_PROBLEM DETAILS_.
In the data below, how many lines include the word "Court"? Give only the number.
___ SOURCE RECORDS
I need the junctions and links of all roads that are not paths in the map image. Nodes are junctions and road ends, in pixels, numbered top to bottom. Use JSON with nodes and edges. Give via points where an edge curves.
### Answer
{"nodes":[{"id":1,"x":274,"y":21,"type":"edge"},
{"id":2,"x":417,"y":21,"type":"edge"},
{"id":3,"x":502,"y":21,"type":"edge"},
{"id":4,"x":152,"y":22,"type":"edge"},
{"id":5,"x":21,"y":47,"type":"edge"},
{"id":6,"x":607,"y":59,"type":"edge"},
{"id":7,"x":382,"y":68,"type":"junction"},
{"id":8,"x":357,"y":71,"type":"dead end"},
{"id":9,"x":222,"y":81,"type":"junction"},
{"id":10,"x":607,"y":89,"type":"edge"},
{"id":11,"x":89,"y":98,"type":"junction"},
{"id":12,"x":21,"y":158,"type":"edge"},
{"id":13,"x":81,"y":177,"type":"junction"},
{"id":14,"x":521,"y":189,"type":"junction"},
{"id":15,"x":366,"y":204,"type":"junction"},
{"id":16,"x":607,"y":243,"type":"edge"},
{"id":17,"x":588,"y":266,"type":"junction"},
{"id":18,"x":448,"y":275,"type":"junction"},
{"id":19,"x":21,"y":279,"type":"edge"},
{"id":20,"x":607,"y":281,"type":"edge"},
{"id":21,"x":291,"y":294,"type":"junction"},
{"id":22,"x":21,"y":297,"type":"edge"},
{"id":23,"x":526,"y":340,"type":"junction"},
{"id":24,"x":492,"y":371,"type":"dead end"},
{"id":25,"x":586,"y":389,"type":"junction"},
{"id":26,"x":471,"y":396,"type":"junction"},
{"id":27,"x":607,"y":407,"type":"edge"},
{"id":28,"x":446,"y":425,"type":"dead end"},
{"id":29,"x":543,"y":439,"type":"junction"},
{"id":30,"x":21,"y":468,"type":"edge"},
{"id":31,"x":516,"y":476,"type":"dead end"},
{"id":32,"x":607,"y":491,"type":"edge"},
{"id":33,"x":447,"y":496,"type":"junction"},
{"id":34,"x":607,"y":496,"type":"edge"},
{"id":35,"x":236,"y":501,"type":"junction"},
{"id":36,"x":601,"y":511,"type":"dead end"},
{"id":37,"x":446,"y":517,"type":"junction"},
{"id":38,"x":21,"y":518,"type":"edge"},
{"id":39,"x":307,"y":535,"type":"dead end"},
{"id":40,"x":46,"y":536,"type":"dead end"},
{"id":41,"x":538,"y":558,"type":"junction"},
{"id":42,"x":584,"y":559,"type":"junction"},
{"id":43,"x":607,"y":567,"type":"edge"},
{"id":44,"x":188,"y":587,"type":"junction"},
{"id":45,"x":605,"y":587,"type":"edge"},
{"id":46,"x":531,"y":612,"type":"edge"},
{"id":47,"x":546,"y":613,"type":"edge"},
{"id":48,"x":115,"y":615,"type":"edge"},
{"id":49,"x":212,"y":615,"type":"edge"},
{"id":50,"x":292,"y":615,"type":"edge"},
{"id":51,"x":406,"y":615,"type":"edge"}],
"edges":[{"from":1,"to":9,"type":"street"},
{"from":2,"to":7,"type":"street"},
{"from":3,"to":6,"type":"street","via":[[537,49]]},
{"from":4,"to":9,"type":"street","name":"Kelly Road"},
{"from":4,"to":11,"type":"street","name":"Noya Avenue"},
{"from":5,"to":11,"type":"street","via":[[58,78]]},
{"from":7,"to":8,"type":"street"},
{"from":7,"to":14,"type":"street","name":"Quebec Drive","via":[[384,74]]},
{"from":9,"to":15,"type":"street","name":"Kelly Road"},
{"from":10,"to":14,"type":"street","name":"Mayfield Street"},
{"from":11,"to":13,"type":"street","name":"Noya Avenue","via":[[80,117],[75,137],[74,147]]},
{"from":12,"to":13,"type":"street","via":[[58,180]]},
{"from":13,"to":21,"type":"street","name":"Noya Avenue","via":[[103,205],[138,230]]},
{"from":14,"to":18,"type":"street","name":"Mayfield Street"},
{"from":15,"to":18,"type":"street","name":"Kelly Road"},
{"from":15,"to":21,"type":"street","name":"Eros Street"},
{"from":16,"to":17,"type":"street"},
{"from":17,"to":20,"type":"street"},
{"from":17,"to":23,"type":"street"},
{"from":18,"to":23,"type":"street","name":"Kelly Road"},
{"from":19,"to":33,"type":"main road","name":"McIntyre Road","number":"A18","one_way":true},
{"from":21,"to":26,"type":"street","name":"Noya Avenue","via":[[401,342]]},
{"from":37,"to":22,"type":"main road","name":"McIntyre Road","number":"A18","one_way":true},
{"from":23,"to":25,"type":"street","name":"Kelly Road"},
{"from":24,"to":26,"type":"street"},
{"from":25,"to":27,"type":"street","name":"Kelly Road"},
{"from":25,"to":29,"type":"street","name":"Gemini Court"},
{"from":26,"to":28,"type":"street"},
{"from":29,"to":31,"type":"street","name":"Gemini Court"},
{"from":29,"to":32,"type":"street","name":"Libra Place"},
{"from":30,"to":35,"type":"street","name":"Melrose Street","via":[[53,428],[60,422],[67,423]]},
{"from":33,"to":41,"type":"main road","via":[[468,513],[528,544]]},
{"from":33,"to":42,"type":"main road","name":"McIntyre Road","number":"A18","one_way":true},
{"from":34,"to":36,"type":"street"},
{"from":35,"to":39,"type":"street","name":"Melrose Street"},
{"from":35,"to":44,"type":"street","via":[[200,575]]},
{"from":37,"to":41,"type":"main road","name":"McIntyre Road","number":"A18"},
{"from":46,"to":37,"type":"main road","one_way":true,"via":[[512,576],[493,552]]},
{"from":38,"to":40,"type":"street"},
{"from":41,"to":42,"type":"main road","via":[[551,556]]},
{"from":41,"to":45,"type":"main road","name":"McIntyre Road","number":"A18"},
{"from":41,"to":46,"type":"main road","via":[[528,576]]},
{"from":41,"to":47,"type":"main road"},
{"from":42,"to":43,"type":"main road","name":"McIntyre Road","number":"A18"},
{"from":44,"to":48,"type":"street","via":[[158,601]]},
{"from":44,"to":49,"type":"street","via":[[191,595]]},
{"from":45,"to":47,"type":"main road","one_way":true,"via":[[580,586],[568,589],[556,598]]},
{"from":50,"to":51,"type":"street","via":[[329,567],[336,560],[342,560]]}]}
______
_RESPONSE TO THIS EXERCISE_.
2